Wenhan Chang 1 , Chia-Ling Tu 1 , Frederic Jean-Alphonse 2 , Amanda Herberger 1 , Zhiqiang Cheng 1 , Jenna Hwong 1 , Hanson Ho 1 , Alfred Li 1 , Dawei Wang 2 , Hongda Liu 2 , Alex D. White 2 , 3 , Insoo Suh 4 , Wen Shen 4 , Quan-Yang Duh 4 , Elham Khanafshar 5 , Dolores M. Shoback 1 , Kunhong Xiao 2 , Jean-Pierre Vilardaga 2
09 March 2020
Molecular mechanisms mediating tonic secretion of parathyroid hormone (PTH) in response to hypocalcemia and hyperparathyroidism (HPT) are unclear.
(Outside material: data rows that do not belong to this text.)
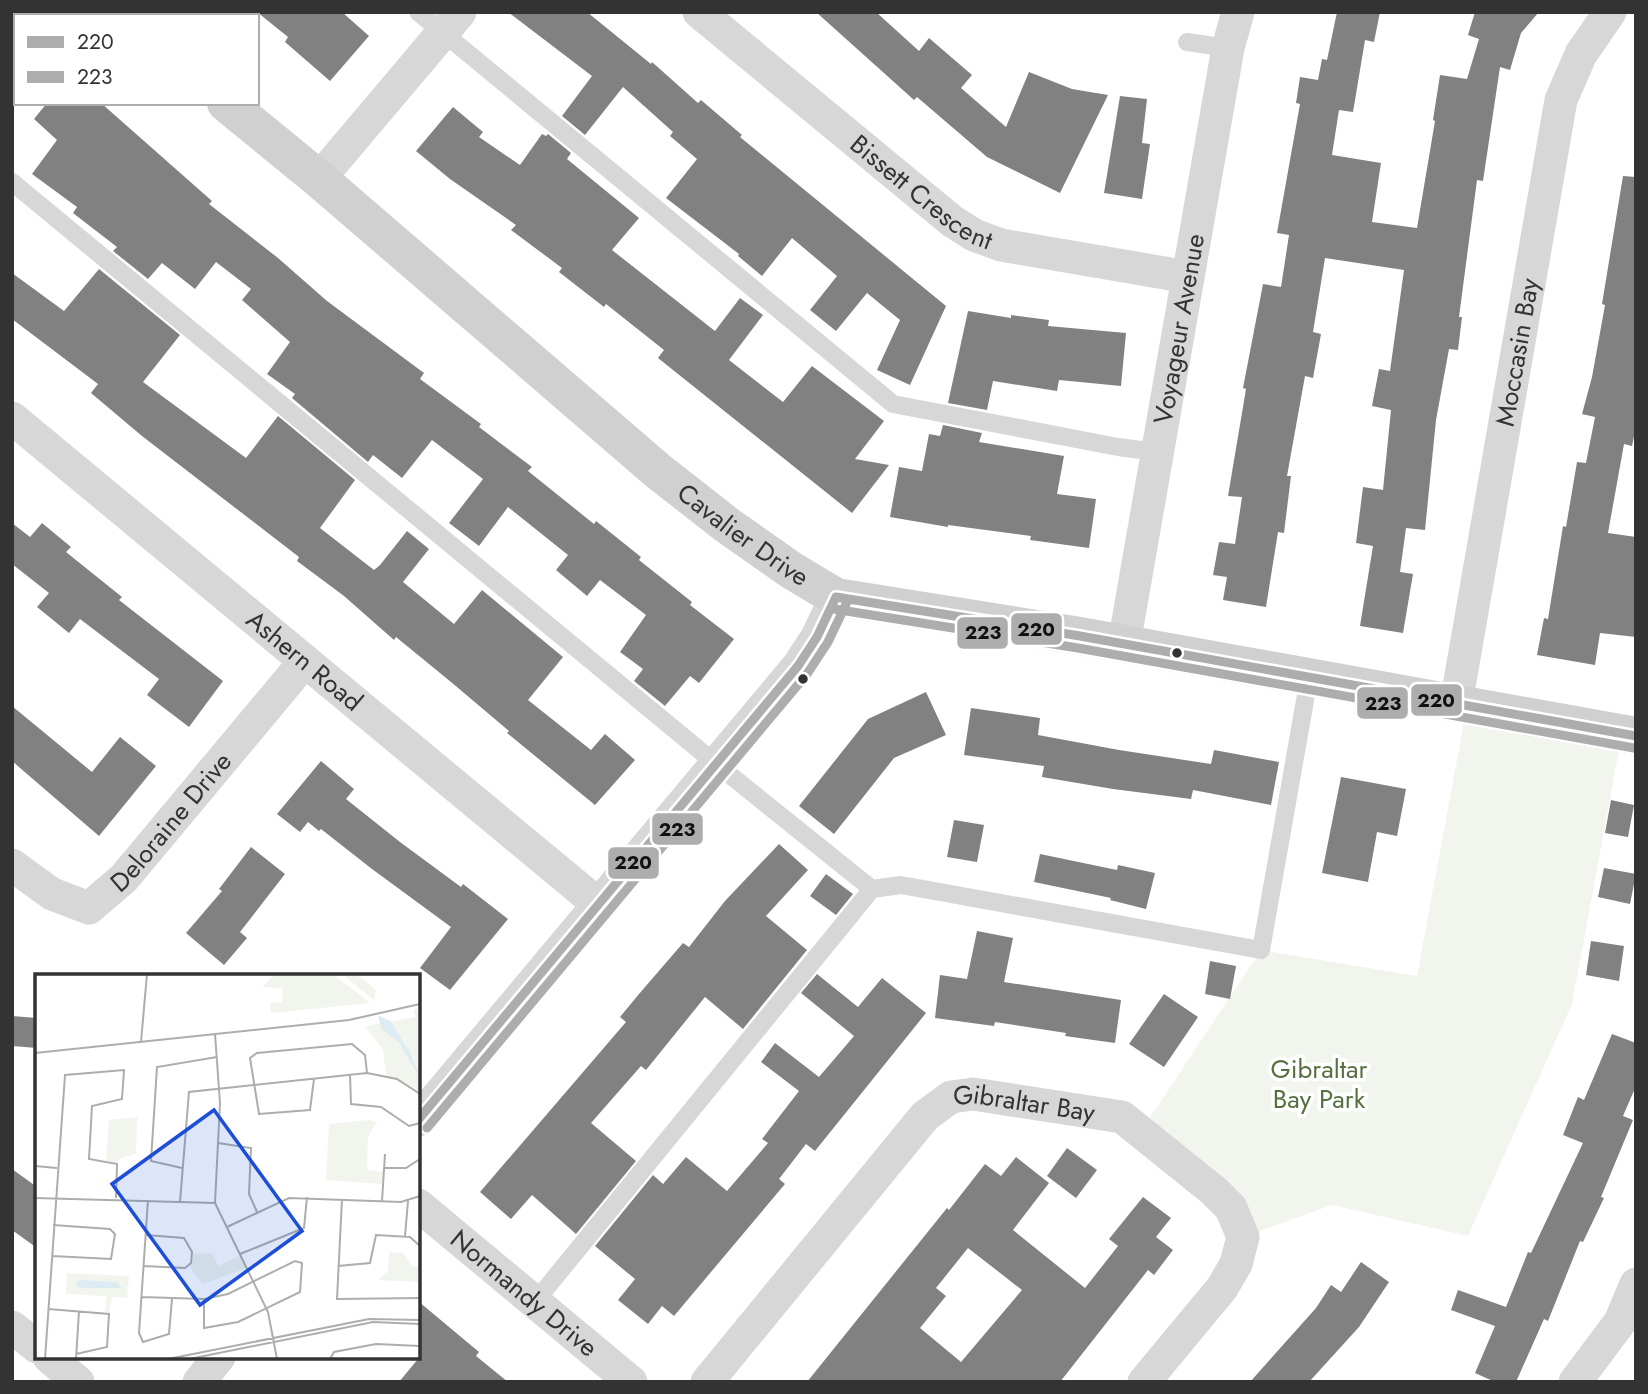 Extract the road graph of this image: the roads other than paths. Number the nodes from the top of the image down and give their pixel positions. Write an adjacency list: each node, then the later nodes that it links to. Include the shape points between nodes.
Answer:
1 (418, 12): 5 (lane)
2 (699, 12): 11 (street, Bissett Crescent, via 974,235 1001,245)
3 (1238, 12): 7 (street, Voyageur Avenue)
4 (1610, 12): 18 (street, Moccasin Bay, via 1580,54 1561,100)
5 (452, 23): 9 (street); 13 (lane, via 893,404)
6 (1187, 42): 7 (lane)
7 (1228, 48): 11 (street, Voyageur Avenue)
8 (228, 105): 9 (street, Cavalier Drive)
9 (319, 179): 14 (street, Cavalier Drive, via 658,471 727,525)
10 (12, 182): 20 (lane)
11 (1188, 277): 13 (street, Voyageur Avenue)
12 (12, 418): 16 (street, Ashern Road)
13 (1157, 453): 15 (street, Voyageur Avenue)
14 (836, 597): 15 (street, Cavalier Drive); 20 (street, via 798,666)
15 (1124, 644): 17 (street, Cavalier Drive)
16 (305, 661): 21 (street, Deloraine Drive, via 124,878 89,908 52,894); 23 (street, Ashern Road)
17 (1309, 678): 18 (street, Cavalier Drive); 22 (lane, via 1261,950 901,885)
18 (1456, 704): 19 (street, Cavalier Drive)
19 (1636, 736)
20 (715, 763): 22 (lane); 23 (street)
21 (12, 864)
22 (872, 889): 27 (lane)
23 (598, 904): 24 (street)
24 (420, 1118)
25 (420, 1207): 27 (street, Normandy Drive)
26 (1636, 1284): 29 (street)
27 (534, 1303): 35 (street, Normandy Drive)
28 (12, 1327): 30 (street)
29 (1628, 1328): 38 (street)
30 (35, 1345)
31 (51, 1359): 33 (street)
32 (217, 1359): 34 (street)
33 (78, 1382)
34 (199, 1382)
35 (631, 1382)
36 (707, 1382): 37 (street, Gibraltar Bay, via 925,1116 951,1097 973,1094 1122,1117 1231,1208 1243,1237 1236,1264 1222,1288)
37 (1144, 1382)
38 (1575, 1382)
Here we demonstrate increased heterocomplex formation between the calcium-sensing receptor (CaSR) and metabotropic GABA B1 receptor (GABA B1R) in hyperplastic parathyroid glands (PTGs) of patients with primary and secondary HPT. Targeted ablation of GABA B1R or glutamic acid decarboxylase 1 and 2 in PTGs produces hypocalcemia and hypoparathyroidism and prevents PTH hypersecretion in PTGs cultured from mouse models of hereditary HPT and dietary calcium-deficiency. Co-binding of CaSR/GABA B1R complex by baclofen and high extracellular calcium blocks the coupling of heterotrimeric G-proteins to homomeric CaSRs in cultured cells and promotes PTH secretion in cultured mouse PTGs. These results combined with the ability of PTG to synthesize GABA support a critical autocrine action of GABA/GABA B1R in mediating tonic PTH secretion of PTGs and ascribe aberrant activities of CaSR/GABA B1R heteromer to HPT.